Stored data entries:
══════════════════════════════
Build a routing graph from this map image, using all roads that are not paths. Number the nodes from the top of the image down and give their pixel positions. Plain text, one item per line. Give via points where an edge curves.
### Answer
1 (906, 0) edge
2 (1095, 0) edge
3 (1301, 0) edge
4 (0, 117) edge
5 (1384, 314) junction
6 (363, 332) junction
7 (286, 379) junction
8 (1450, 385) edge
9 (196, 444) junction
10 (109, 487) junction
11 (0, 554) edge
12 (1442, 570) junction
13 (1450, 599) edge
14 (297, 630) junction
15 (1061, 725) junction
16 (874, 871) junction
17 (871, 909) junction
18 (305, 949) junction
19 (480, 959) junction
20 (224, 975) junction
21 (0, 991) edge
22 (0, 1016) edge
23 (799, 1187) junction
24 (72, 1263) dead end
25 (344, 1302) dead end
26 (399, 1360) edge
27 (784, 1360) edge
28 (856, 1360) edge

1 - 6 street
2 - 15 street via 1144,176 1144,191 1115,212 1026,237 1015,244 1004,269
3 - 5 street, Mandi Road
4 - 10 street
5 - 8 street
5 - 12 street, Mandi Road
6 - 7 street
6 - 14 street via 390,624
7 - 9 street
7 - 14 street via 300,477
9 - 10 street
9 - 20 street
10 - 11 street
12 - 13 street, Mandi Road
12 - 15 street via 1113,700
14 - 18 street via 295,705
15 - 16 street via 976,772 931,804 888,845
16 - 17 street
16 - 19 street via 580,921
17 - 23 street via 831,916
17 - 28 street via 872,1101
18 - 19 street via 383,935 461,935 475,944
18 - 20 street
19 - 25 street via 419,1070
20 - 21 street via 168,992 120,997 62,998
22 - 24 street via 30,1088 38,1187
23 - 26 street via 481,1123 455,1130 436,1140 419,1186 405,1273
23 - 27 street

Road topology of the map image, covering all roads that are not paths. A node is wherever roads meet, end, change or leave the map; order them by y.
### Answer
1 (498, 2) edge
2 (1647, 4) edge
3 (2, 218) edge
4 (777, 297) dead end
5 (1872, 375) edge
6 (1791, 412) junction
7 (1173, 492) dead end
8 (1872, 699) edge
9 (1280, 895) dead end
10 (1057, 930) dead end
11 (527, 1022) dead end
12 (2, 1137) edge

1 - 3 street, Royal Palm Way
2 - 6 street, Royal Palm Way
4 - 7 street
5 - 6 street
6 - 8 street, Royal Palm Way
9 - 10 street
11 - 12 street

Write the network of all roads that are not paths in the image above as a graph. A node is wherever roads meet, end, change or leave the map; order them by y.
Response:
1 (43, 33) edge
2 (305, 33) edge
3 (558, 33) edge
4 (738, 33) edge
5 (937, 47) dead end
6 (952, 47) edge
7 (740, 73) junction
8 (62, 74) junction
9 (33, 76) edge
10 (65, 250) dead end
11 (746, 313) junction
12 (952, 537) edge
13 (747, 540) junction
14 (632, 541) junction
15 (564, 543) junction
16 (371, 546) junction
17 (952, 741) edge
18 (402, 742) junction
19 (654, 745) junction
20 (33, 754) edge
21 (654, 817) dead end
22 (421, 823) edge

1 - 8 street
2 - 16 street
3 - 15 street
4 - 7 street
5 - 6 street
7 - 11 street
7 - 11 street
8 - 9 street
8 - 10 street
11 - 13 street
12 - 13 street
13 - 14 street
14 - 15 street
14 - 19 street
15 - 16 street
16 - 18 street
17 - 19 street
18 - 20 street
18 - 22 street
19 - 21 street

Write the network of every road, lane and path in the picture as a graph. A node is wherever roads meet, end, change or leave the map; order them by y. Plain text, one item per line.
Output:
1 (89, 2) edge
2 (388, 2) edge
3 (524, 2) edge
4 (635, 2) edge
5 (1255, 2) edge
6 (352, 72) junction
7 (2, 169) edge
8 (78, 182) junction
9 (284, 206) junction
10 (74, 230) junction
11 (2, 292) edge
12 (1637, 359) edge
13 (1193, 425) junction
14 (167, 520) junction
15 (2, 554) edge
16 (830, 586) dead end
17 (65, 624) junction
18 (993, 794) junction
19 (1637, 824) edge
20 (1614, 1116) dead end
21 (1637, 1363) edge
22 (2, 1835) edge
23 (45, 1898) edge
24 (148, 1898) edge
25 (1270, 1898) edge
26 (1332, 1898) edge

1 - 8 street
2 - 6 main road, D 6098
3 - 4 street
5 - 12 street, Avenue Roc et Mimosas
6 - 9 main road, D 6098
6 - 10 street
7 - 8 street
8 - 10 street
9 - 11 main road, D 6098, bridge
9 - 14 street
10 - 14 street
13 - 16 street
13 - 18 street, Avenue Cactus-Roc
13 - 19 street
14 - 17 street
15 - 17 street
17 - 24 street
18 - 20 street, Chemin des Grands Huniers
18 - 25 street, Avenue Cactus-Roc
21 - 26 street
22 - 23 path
══════════════════════════════
▸ **EXERCISE**
Quote, without alteration, the final stretch of the entries: the line with "Write the network of every" onward to the last line.

▸ **WRITTEN RESPONSE**
Write the network of every road, lane and path in the picture as a graph. A node is wherever roads meet, end, change or leave the map; order them by y. Plain text, one item per line.
Output:
1 (89, 2) edge
2 (388, 2) edge
3 (524, 2) edge
4 (635, 2) edge
5 (1255, 2) edge
6 (352, 72) junction
7 (2, 169) edge
8 (78, 182) junction
9 (284, 206) junction
10 (74, 230) junction
11 (2, 292) edge
12 (1637, 359) edge
13 (1193, 425) junction
14 (167, 520) junction
15 (2, 554) edge
16 (830, 586) dead end
17 (65, 624) junction
18 (993, 794) junction
19 (1637, 824) edge
20 (1614, 1116) dead end
21 (1637, 1363) edge
22 (2, 1835) edge
23 (45, 1898) edge
24 (148, 1898) edge
25 (1270, 1898) edge
26 (1332, 1898) edge

1 - 8 street
2 - 6 main road, D 6098
3 - 4 street
5 - 12 street, Avenue Roc et Mimosas
6 - 9 main road, D 6098
6 - 10 street
7 - 8 street
8 - 10 street
9 - 11 main road, D 6098, bridge
9 - 14 street
10 - 14 street
13 - 16 street
13 - 18 street, Avenue Cactus-Roc
13 - 19 street
14 - 17 street
15 - 17 street
17 - 24 street
18 - 20 street, Chemin des Grands Huniers
18 - 25 street, Avenue Cactus-Roc
21 - 26 street
22 - 23 path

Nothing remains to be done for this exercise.